1 Student Research Center, Isfahan University of Medical Sciences, Isfahan, Iran
2 Department of Health Education, Isfahan University of Medical Sciences, Isfahan, Iran
Department of Health Education, Isfahan University of Medical Sciences, Isfahan, Iran Email: eslamiaa@gmail.com

Article

Background: Osteoporosis is common among women which may be mostly due to the low intake of calcium. This article reports the development, cultural adaptation and psychometric properties of a Calcium Intake Questionnaire based on the social cognitive theory (CIQ-SCT)among Iranian women.Methods: In 2016, this cross-sectional study was carried out among 400 younger than 50 years old women in Isfahan, Iran. After literature review, a preliminary 35-item questionnaire was developed. Then, forward-backward translation and cultural adaptation of the tool was conducted. Content Validity Index confirmed by an expert panel and Face Validity was evaluated in a pilot study.

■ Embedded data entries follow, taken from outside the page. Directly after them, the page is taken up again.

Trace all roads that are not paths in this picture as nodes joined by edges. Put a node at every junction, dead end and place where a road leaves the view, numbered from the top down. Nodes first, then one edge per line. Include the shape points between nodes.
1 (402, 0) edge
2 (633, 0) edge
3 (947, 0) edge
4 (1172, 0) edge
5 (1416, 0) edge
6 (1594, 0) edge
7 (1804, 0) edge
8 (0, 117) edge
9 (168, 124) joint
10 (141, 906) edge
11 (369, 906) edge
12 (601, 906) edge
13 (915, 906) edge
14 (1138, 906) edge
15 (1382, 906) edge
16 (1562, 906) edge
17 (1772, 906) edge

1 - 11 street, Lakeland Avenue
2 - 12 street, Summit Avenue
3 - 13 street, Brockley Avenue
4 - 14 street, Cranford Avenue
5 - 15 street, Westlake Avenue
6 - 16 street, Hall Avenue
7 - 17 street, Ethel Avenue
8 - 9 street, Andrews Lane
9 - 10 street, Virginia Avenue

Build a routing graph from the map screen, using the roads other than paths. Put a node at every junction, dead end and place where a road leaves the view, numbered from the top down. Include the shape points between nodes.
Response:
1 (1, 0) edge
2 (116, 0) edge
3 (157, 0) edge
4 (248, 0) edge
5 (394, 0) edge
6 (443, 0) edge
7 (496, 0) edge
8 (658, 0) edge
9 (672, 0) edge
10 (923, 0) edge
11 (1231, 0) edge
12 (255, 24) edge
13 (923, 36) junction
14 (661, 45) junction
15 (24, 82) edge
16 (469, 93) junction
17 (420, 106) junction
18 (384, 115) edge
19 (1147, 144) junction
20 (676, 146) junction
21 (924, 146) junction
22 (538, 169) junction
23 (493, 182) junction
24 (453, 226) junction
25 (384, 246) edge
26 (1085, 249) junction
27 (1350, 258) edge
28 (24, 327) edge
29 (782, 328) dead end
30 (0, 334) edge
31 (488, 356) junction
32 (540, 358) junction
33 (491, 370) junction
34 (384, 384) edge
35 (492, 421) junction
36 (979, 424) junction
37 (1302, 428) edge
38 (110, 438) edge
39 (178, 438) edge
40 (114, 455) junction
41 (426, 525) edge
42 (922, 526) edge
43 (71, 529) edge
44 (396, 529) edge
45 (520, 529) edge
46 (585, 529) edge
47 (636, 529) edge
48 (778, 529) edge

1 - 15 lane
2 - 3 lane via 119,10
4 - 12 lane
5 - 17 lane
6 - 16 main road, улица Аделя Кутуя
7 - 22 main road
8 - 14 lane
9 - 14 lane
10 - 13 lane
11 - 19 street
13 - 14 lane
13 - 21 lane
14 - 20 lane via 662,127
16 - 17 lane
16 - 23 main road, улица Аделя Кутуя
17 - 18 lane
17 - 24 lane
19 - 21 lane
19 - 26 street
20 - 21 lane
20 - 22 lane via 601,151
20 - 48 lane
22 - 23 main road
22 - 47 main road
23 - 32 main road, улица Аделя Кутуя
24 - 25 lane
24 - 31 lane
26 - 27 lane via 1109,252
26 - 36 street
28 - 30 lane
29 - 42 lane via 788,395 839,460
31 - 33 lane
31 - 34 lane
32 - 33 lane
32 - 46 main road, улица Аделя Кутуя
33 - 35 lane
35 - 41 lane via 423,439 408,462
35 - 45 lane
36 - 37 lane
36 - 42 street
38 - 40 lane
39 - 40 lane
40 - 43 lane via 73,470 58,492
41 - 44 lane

Exploratory and confirmatory factor analyses (EFA &CFA) were conducted on the calibration and validation sample, respectively. Reliability was also assessed using internal consistency test.Results: After determining content and face validity, 20 items with 5 factors (self-efficacy,outcome expectations, social support and self-regulation) were obtained. Cronbach alpha for the instrument was found to be 0.901. In EFA, we identified a 4-factor model with a total variance of 72.3%. The results related to CFA (CMIN/DF=1.850, CFI =0.946, TLI=0.938, RMSEA=0.069[90% CI: 0.057-0.081]) indicated that the model was fit to the social cognitive theory. Self regulation was detected as the best predictor for calcium intake.Conclusion: The CIQ-SCT showed acceptable levels of reliability and validity in explaining the calcium intake based on the constructs of social cognitive theory. Further psychometric testing is recommended in different population to approve the external validity of the instrument.